Instructions to follow: Gather all lines in the records below that include the word "Cetshwayo".

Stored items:
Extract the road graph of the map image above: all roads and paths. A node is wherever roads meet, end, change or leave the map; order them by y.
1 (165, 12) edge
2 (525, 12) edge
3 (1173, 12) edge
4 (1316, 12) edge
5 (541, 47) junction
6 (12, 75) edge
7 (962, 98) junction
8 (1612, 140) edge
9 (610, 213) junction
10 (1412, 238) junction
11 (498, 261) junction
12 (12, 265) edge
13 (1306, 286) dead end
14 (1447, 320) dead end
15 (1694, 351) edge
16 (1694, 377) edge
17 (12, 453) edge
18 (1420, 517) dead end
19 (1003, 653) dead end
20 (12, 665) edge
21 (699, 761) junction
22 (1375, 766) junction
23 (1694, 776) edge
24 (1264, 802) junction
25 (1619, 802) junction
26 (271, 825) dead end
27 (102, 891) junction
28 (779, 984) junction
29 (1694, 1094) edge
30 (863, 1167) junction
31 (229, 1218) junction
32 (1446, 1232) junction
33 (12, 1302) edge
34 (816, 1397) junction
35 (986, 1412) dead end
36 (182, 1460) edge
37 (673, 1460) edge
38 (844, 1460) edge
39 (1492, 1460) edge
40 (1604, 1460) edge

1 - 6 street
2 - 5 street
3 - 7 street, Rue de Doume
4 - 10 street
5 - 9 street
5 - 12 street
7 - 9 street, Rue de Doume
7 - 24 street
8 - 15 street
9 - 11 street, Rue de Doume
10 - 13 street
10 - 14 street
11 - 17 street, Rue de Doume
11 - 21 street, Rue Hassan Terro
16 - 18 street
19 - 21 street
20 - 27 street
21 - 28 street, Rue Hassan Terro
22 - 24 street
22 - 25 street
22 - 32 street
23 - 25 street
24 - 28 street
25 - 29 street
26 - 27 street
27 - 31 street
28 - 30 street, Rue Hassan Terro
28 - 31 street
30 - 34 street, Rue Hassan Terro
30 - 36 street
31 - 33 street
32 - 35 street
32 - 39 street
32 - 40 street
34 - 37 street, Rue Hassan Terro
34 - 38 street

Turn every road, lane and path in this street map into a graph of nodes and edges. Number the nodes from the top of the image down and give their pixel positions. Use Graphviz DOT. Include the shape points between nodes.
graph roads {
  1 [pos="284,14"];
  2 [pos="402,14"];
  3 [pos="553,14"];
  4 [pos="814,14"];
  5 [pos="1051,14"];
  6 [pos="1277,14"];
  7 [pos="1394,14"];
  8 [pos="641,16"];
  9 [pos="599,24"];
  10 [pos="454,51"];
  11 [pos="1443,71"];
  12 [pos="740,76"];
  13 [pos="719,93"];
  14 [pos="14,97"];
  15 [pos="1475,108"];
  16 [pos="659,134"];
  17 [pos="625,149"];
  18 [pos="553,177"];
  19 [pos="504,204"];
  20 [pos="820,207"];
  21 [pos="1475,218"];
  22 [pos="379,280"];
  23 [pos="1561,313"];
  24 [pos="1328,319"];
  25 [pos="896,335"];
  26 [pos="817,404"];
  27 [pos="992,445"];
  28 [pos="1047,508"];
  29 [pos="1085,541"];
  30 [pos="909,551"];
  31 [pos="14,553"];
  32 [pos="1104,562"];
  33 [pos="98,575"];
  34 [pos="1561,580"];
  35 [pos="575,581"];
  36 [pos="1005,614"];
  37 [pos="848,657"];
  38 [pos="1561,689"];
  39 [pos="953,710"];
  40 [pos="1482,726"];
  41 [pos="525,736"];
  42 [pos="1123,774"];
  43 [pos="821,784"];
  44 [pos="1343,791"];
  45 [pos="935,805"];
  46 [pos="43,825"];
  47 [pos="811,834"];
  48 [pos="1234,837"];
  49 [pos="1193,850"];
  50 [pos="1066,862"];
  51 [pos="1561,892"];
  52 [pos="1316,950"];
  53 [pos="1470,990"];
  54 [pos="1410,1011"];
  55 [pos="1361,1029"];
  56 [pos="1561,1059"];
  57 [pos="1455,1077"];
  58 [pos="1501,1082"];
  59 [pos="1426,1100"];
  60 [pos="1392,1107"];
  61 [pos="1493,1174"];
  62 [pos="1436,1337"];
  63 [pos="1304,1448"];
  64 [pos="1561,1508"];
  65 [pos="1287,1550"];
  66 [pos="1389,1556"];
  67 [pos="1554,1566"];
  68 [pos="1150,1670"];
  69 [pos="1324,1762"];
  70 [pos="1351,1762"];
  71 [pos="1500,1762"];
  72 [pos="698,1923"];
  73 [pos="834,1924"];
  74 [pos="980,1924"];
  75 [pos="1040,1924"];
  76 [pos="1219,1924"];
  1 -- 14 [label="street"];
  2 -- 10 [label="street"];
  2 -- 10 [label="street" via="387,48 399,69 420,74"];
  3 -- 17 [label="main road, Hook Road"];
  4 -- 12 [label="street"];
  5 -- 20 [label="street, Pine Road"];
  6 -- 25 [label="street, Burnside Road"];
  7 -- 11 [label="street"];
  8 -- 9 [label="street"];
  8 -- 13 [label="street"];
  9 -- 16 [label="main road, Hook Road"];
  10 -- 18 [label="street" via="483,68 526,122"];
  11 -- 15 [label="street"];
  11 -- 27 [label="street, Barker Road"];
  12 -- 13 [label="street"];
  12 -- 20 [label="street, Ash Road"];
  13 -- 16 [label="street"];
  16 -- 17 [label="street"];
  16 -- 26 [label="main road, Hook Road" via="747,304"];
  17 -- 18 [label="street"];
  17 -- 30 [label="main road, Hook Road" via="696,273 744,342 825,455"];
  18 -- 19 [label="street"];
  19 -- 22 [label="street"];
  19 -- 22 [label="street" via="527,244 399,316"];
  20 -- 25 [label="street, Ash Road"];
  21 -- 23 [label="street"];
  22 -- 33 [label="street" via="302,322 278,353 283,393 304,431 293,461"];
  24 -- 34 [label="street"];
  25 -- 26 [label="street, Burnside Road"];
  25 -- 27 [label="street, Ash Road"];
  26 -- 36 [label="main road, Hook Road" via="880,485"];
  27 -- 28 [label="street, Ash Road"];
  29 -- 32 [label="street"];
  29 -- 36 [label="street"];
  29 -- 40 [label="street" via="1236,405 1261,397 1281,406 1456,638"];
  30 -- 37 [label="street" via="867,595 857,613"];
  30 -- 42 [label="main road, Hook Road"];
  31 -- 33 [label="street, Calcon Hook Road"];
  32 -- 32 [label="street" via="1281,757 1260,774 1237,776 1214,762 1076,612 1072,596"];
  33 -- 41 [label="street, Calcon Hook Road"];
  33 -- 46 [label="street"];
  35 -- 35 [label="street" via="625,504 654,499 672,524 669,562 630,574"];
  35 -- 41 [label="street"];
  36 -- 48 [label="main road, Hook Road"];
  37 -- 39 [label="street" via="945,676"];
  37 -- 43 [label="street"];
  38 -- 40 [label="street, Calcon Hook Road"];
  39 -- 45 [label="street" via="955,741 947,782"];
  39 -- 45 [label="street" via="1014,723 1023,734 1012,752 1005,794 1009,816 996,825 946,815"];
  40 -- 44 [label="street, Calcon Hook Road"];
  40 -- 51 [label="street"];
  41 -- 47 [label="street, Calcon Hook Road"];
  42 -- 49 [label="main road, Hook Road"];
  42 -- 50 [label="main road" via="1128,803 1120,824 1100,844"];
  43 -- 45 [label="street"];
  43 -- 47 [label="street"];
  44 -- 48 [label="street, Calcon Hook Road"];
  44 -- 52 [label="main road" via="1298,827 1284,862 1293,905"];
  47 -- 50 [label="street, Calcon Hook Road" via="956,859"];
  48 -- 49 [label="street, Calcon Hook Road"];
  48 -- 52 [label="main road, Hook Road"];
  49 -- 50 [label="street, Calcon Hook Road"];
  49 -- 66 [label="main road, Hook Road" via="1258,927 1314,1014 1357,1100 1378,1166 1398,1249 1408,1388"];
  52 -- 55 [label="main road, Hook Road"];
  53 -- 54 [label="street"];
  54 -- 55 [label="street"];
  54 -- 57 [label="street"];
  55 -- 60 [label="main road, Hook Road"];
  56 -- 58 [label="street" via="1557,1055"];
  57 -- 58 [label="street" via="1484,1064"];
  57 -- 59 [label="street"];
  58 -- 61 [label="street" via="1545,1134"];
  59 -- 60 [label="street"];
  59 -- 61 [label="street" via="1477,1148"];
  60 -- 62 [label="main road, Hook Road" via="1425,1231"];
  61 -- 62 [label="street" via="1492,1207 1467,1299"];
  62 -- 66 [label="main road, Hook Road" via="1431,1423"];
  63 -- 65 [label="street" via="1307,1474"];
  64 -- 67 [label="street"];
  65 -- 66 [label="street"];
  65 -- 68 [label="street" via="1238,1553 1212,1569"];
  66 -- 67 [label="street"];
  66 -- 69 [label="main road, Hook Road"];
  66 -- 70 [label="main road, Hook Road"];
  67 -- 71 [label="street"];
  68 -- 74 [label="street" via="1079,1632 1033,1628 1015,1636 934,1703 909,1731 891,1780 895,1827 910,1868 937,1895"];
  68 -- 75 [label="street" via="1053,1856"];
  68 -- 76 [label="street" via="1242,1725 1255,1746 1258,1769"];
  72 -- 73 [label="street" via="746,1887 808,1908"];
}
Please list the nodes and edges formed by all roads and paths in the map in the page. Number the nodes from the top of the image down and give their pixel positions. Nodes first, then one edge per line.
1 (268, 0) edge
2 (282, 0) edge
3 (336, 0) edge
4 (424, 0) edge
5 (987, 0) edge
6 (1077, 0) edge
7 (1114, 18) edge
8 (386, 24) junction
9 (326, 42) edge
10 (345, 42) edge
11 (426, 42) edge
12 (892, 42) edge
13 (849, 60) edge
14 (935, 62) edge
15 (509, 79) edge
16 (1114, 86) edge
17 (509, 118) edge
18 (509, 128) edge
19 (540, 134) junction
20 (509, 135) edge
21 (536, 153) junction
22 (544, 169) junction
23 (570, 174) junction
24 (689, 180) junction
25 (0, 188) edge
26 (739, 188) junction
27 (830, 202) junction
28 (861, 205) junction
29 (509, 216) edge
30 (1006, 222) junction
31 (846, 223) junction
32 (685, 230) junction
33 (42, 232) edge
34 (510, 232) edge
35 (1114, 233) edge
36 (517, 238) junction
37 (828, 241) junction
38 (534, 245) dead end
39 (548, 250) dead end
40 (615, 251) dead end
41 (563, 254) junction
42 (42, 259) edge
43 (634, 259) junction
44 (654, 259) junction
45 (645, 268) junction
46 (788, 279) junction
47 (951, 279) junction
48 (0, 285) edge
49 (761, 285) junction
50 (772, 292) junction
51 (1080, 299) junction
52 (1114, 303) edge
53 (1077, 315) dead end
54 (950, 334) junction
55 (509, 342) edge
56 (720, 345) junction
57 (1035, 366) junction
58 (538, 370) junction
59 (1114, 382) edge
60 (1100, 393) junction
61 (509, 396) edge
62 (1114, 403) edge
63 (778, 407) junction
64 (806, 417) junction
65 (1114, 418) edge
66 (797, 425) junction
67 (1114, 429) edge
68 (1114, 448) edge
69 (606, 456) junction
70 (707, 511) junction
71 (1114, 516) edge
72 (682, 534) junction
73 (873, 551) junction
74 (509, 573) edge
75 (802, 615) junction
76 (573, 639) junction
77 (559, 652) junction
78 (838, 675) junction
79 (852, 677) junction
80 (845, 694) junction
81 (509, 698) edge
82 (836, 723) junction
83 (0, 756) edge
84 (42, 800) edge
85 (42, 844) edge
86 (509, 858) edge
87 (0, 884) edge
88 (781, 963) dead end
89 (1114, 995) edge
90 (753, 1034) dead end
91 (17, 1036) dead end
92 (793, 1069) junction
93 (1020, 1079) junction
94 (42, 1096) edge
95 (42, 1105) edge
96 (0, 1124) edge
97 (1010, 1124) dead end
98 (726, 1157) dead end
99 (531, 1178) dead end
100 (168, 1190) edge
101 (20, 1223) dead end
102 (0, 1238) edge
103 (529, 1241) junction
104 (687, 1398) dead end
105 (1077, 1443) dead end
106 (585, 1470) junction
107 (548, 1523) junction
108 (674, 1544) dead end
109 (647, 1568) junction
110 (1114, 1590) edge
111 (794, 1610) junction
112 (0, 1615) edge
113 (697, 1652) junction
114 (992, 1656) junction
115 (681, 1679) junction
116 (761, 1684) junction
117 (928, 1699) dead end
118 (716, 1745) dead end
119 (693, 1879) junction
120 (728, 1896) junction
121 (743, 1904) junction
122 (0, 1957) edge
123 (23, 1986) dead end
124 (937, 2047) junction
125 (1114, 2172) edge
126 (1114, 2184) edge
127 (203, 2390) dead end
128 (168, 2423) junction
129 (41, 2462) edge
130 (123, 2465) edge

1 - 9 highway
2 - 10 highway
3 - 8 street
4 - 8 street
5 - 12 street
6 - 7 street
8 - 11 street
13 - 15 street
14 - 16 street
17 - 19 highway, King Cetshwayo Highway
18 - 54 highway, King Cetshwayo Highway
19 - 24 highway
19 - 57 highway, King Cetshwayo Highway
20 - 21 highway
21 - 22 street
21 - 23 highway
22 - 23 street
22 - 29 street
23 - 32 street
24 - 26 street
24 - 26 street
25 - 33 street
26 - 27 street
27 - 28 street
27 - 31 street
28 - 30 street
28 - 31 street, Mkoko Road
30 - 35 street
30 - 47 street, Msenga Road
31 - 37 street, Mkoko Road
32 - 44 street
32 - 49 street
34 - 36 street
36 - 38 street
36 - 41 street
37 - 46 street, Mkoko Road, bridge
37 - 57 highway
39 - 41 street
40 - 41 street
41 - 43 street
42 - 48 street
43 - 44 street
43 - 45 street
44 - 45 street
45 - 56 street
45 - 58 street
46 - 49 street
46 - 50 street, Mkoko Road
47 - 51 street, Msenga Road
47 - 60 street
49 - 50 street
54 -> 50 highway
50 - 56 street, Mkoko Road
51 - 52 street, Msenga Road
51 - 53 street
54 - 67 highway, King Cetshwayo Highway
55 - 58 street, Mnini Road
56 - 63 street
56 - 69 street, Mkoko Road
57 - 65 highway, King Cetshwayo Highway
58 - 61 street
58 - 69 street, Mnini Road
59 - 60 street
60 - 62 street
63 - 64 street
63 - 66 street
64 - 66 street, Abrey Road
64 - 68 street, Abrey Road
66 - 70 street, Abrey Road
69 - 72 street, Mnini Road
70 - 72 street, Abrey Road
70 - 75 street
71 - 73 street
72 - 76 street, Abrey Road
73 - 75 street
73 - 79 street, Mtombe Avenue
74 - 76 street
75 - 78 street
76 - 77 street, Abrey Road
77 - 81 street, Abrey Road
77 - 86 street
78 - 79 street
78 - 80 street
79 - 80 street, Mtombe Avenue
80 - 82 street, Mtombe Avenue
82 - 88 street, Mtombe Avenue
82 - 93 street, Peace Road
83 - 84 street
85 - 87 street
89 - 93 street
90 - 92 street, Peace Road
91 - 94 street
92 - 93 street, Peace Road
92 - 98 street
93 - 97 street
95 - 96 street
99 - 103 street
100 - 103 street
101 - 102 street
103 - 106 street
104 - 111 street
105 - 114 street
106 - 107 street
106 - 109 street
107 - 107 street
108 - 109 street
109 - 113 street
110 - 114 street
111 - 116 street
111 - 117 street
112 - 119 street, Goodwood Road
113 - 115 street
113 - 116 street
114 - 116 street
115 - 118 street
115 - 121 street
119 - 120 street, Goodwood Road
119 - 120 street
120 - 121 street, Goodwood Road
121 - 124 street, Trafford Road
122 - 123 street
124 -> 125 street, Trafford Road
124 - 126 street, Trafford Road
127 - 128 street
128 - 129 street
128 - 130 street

Task result:
17 - 19 highway, King Cetshwayo Highway
18 - 54 highway, King Cetshwayo Highway
19 - 57 highway, King Cetshwayo Highway
54 - 67 highway, King Cetshwayo Highway
57 - 65 highway, King Cetshwayo Highway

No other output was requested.